Aux abords de la caserne militaire, William Kettbell prend une dernière fois son élan pour traverser la cour au pas de charge. Il esquive habilement les obstacles du parcours d'entrainement en réalisant quelques sauts, roulades et autres acrobaties avant de poursuivre sa course droit sur les fortifications du palais qui longent le ravin. Il effectue trois pas contre le mur pour prendre de la hauteur et s'agrippe à une petite fissure. Il profite de sa vitesse pour se hisser en haut de la muraille à la force de ses bras. Le jeune soldat pose un pied au sommet et se redresse aussitôt avec agilité. En bas, les gardes témoins du spectacle applaudissent, laissant de côté leurs exercices de maniement des armes. William tire une rapide révérence, puis se tourne de l'autre côté de la fortification, face au ravin. A l'horizon, Il aperçoit les derniers rayons du soleil éclaircir le paysage. De ce côté du plateau, les champs dorés au pied des falaises se confondent avec les dunes de sable.
Le palais du Haut Royaume est bâti en hauteur, survolant le reste de la ville construite en demi-cercle en bas de la montagne. Le mythe de ces grandes falaises qui s'élèvent inexplicablement au beau milieu des plaines arides nous laisse croire que jadis, une force divine venant des profondeurs de la terre avait soulevé les appartements du roi pour que celui-ci se rapproche de la demeure céleste des sept Dieux. Ce même mythe explique par ailleurs l'origine de la chute d'eau qui s'écoule du haut des falaises. Pour accueillir les premières civilisations, les Dieux avaient percé les terres de sable pour en faire jaillir cette cascade qui prend sa source directement dans les racines de la montagne. Le courant d'eau s'écrase à l'avant de la cité, puis se sépare en trois grands sillons distincts qui tranchent la vieille ville en quatre parties égales.

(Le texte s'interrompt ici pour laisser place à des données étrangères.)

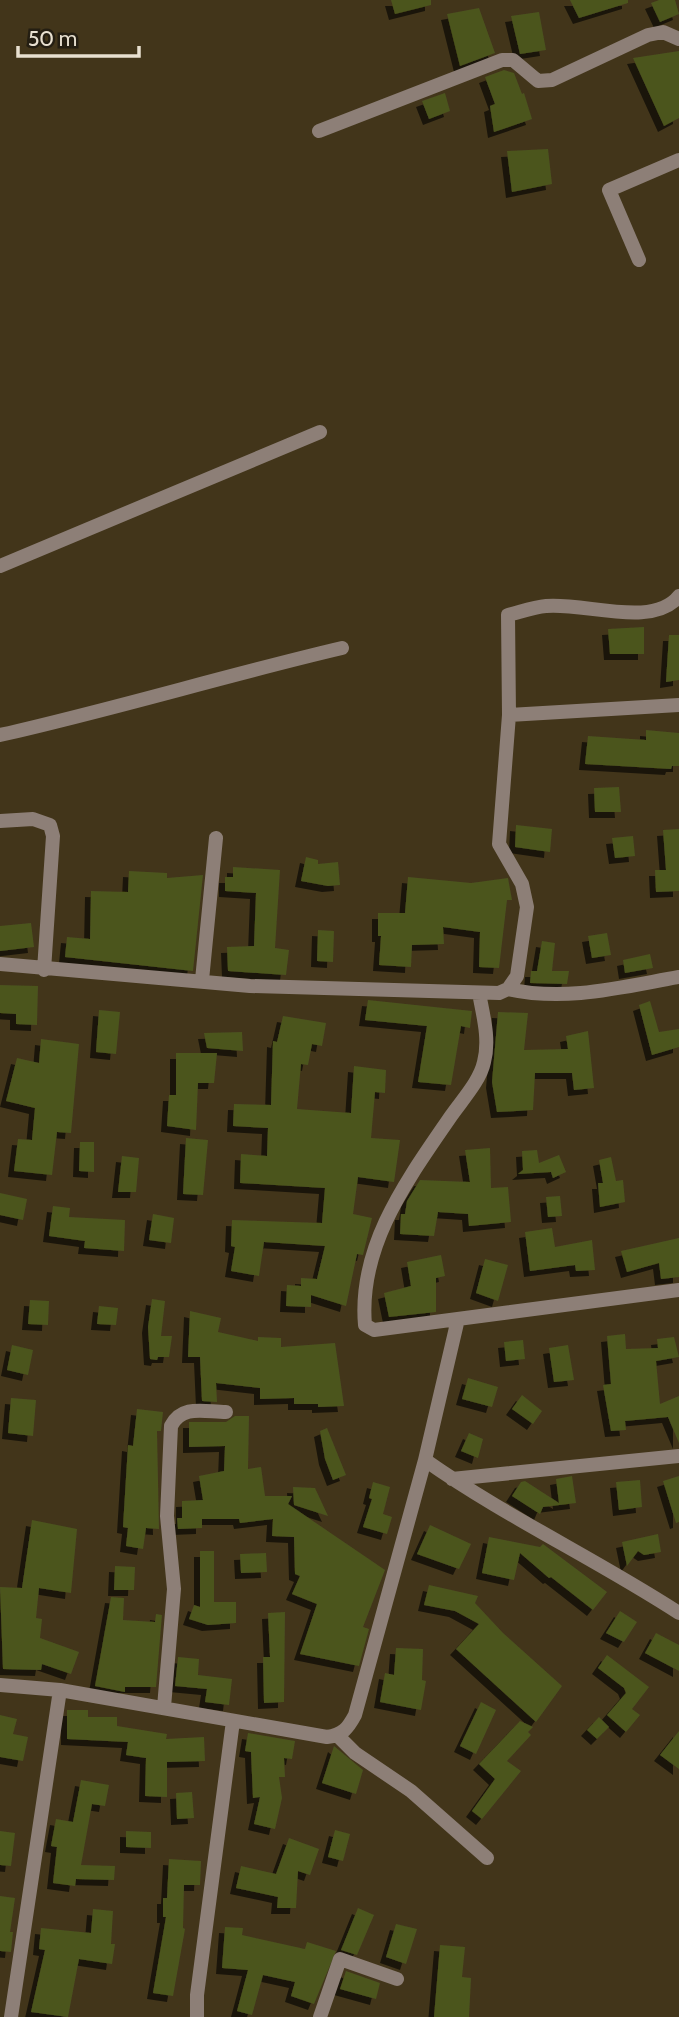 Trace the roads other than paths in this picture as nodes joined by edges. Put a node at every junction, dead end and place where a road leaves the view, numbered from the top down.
1 (679, 39) edge
2 (319, 131) dead end
3 (679, 160) edge
4 (639, 260) dead end
5 (320, 432) dead end
6 (0, 566) edge
7 (679, 596) edge
8 (342, 648) dead end
9 (679, 705) edge
10 (509, 715) junction
11 (0, 735) edge
12 (0, 821) edge
13 (216, 838) dead end
14 (0, 964) edge
15 (44, 970) junction
16 (679, 977) edge
17 (202, 980) junction
18 (508, 989) junction
19 (479, 993) junction
20 (679, 1290) edge
21 (458, 1319) junction
22 (226, 1412) dead end
23 (679, 1456) edge
24 (425, 1460) junction
25 (452, 1479) junction
26 (679, 1600) edge
27 (660, 1602) junction
28 (679, 1613) edge
29 (0, 1685) edge
30 (60, 1690) junction
31 (164, 1707) junction
32 (233, 1721) junction
33 (338, 1736) junction
34 (487, 1858) dead end
35 (397, 1979) dead end
36 (11, 2017) edge
37 (197, 2017) edge
38 (320, 2017) edge

1 - 2 street
3 - 4 street
5 - 6 street
7 - 10 street
8 - 11 street
9 - 10 street
10 - 18 street
12 - 15 street
13 - 17 street
14 - 15 street
15 - 17 street
16 - 18 street
17 - 19 street
18 - 19 street
19 - 21 street
20 - 21 street
21 - 24 street
22 - 31 street
23 - 25 street
24 - 25 street
24 - 33 street
25 - 27 street
26 - 27 street
27 - 28 street
29 - 30 street
30 - 31 street
30 - 36 street
31 - 32 street
32 - 33 street
32 - 37 street
33 - 34 street
35 - 38 street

Les ruisseaux s'effacent ensuite dans le désert en direction de l'Ouest pour atteindre la mer, à plusieurs lieues de la capitale. Les collines d'or* tout autour de la cité recouvrent le reste des terres du Vieux Royaume à perte de vue. Du haut des falaises, on peut apercevoir d'un côté les hautes tours de la Sainte Cité, et de l'autre la chaîne de montagnes qui délimite le royaume avec les terres de Pârces et de Vif-Azur.
William s'assoit au bord de la muraille, les pieds dans le vide. Le temps se prête à merveille pour rêvasser un moment après une longue journée d'entraînement. Il en profite pour sortir de sa poche une petite montre fermée par un couvercle doré lié à une fine chaîne métallique. Il caresse un instant le bouton qui dépasse légèrement du bord de l'objet avant d'enclencher le mécanisme avec son pouce. Le bouton s'enfonce et un petit bruit cliquette en même temps que le couvercle s'ouvre. William observe avec amusement l'ensemble des petits engrenages de la montre qui permettent aux aiguilles de tourner. Son regard se pose sur l'intérieur du couvercle pour admirer une énième fois le portrait d'Emilia Greene, sa promise, protégé par une fine plaquette de verre. L'apprenti soldat doit attendre encore deux longues années avant de redescendre dans la ville. Il est l'une des recrues les plus exemplaires du service militaire obligatoire. Sa véritable motivation est de rejoindre un jour la jeune Emilia Greene. Il a déjà pensé de nombreuses fois à la retrouver sans autorisation, mais le seul moyen de descendre dans les ruelles du Haut Royaume, ou bien d'accéder au palais par le chemin inverse, est d'utiliser les élévateurs qui longent la cascade, installés contre les parois rocheuses de la falaise. Les installations mécaniques de ces ascenseurs sont gardées par des soldats à longueur de journée. Une sanction lors de son service pourrait lui ajouter des jours supplémentaires aux palais.
Une silhouette s'approche de William et pose une main sur son épaule. Le jeune garde sursaute. Il se retourne brusquement et reconnaît immédiatement son ami Cwen, un soldat haut gradé qui a décidé de poursuivre sa vie professionnelle dans l'armée après avoir achevé son service obligatoire.
- Je te surprends encore à rêvasser en plein entraînement ? Scott Lane devrait ajouter dans le règlement l'interdiction aux soldats de faire des pauses pendant les exercices. Tu serais plus souvent sanctionné.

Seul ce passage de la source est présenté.